[Stored entries]
::::
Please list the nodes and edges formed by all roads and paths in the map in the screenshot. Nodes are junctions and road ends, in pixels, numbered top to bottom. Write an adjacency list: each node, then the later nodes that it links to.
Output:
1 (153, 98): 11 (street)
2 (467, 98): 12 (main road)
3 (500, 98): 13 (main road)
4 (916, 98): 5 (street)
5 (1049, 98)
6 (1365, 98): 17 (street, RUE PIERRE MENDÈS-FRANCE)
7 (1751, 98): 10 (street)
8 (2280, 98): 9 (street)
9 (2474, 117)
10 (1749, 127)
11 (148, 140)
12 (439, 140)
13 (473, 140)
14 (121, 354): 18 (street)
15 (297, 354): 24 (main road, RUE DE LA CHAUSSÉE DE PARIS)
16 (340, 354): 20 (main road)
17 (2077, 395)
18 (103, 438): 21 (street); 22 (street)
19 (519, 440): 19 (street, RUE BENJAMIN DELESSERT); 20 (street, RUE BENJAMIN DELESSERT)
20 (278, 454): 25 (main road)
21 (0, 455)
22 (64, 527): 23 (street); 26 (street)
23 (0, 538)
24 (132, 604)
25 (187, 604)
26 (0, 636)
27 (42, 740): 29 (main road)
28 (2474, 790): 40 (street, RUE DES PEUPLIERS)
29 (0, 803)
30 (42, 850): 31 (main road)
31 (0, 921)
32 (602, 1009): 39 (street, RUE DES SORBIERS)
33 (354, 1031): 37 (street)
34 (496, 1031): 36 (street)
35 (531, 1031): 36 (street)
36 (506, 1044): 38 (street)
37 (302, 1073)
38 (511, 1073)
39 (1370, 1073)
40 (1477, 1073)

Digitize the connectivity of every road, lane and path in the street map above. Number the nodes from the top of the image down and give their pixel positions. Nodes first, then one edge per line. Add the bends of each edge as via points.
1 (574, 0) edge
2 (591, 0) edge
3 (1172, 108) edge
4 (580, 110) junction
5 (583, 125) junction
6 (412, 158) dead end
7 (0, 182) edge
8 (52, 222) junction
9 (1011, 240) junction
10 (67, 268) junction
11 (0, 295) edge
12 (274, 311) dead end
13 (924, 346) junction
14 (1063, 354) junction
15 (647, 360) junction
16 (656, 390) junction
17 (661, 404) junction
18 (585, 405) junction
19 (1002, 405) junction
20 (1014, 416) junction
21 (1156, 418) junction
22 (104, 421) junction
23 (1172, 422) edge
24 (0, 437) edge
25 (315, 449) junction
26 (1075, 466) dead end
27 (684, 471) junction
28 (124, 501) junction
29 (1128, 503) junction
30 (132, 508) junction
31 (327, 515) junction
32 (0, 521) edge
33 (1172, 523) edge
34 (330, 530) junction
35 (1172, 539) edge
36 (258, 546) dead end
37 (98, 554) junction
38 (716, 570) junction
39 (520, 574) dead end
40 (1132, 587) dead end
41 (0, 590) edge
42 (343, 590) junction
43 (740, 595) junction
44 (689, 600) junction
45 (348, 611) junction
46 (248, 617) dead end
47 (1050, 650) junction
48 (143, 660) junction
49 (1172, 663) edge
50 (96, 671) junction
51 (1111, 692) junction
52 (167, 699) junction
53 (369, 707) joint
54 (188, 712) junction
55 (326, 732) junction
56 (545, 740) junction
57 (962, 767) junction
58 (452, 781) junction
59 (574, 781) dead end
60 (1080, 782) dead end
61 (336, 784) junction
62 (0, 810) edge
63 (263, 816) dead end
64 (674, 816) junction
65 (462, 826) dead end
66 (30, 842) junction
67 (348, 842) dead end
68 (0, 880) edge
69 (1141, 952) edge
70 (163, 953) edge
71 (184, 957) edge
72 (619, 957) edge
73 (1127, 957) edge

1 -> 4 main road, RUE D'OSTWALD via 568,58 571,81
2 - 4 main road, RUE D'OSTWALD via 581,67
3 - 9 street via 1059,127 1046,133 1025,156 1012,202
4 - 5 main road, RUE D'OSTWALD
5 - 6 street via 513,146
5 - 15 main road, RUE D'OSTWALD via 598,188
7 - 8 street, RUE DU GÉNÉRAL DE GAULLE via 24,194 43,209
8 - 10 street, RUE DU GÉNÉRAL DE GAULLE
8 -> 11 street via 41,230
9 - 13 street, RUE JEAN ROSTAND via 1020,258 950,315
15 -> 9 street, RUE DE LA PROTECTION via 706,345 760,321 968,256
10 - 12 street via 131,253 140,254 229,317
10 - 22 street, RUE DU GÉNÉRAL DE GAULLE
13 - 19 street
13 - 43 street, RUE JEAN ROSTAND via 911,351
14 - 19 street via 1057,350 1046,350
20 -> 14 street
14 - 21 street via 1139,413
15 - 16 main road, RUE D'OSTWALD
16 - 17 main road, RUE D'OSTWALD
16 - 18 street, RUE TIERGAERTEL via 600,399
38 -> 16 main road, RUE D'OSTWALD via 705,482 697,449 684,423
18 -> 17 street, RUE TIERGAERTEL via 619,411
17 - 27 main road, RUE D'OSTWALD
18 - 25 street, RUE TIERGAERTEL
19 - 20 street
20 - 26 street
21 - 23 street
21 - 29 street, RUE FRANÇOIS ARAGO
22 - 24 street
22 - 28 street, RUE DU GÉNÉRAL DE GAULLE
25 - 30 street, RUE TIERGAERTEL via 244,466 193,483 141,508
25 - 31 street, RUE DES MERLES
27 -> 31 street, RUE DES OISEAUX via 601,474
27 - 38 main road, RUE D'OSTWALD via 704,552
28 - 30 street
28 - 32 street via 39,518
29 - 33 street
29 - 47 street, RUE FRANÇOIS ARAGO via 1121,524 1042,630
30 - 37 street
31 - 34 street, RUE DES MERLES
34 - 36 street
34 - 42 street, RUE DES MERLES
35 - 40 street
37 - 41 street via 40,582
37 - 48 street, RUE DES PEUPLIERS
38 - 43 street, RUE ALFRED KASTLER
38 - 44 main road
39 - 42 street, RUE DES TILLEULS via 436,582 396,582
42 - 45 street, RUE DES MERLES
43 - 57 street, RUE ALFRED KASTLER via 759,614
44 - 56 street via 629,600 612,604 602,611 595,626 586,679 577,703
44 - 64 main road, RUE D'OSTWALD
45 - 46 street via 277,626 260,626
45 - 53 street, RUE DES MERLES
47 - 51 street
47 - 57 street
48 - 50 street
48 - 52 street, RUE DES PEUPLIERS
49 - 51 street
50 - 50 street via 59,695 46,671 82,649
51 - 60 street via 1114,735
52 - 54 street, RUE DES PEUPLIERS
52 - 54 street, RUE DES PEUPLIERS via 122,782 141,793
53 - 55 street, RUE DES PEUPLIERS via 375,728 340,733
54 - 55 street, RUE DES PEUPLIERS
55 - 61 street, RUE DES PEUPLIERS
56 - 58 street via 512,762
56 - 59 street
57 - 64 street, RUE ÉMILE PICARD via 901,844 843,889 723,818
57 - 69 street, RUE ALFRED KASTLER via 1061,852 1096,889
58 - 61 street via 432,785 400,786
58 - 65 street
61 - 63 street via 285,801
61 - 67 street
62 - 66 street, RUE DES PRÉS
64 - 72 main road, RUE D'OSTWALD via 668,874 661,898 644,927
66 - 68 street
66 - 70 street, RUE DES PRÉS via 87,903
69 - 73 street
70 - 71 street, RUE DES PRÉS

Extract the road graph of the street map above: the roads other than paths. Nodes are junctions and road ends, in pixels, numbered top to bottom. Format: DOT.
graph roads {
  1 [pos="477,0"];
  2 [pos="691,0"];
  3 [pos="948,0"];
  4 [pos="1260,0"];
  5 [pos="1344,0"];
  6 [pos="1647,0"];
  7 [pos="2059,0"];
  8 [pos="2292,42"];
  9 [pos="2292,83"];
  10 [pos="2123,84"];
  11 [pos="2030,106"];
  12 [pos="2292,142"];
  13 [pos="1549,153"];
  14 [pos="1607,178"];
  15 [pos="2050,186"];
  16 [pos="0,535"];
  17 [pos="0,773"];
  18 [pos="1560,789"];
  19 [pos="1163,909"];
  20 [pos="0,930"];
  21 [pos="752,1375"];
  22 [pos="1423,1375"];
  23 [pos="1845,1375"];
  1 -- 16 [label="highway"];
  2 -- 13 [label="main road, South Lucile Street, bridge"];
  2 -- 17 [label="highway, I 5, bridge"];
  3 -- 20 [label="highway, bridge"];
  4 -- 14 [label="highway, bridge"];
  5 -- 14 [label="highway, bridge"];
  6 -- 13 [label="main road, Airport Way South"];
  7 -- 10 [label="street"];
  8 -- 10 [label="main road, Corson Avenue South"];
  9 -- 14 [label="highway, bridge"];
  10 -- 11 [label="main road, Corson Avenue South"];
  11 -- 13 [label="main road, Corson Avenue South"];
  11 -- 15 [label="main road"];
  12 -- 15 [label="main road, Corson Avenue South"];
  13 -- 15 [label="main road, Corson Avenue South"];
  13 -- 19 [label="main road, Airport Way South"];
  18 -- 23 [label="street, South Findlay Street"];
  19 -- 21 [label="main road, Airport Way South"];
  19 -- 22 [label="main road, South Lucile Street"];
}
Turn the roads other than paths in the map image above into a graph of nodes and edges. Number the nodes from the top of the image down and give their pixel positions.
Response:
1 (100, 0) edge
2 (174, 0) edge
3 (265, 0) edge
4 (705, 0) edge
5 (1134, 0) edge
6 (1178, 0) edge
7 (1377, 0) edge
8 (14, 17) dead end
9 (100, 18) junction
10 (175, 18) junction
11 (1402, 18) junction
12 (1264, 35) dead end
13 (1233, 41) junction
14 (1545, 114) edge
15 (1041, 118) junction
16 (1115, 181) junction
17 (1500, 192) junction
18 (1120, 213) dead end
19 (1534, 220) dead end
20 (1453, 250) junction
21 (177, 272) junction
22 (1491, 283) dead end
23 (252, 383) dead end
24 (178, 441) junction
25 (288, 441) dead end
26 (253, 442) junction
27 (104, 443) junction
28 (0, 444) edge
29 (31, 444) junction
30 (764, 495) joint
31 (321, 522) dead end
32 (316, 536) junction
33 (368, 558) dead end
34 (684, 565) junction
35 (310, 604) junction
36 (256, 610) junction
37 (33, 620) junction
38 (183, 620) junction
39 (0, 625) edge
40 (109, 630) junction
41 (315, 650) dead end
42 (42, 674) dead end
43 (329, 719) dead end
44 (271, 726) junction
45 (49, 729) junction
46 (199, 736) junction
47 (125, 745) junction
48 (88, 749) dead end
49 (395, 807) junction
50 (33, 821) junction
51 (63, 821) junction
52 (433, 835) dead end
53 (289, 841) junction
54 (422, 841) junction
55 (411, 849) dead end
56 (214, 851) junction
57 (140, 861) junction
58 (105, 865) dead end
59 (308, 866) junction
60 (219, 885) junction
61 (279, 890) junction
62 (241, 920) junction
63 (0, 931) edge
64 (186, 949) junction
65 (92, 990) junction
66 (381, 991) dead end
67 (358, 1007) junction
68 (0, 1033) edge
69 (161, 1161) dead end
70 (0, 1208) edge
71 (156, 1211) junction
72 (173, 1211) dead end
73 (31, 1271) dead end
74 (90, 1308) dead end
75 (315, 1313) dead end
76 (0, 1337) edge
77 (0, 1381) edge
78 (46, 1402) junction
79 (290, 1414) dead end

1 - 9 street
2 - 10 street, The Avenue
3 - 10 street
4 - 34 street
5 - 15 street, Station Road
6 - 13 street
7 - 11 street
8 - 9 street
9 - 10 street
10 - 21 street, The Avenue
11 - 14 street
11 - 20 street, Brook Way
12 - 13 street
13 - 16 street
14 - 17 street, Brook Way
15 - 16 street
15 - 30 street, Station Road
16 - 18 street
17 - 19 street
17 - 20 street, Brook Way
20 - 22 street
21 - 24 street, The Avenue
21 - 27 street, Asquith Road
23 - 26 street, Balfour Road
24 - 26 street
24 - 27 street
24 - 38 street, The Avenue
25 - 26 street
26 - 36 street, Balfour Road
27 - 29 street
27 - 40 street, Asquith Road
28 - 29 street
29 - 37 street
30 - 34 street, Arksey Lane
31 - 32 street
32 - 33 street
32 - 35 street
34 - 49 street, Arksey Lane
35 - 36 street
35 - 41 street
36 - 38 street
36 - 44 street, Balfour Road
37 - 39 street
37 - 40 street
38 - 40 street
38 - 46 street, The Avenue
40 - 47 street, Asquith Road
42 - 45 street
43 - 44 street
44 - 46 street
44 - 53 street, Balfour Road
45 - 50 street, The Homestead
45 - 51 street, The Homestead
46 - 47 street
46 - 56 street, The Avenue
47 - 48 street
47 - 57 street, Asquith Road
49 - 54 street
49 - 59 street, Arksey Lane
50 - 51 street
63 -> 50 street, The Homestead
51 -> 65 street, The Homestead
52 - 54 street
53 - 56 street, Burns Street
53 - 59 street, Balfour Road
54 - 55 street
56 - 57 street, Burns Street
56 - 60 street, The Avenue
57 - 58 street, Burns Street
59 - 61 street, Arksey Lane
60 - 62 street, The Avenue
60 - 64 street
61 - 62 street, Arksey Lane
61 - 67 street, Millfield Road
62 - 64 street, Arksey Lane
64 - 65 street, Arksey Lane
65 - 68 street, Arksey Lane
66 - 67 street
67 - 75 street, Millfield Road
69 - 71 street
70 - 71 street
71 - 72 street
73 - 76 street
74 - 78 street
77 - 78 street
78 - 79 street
::::
### Required work
Count every line above that holds the string "than" and give the total, nothing more.

### Output
2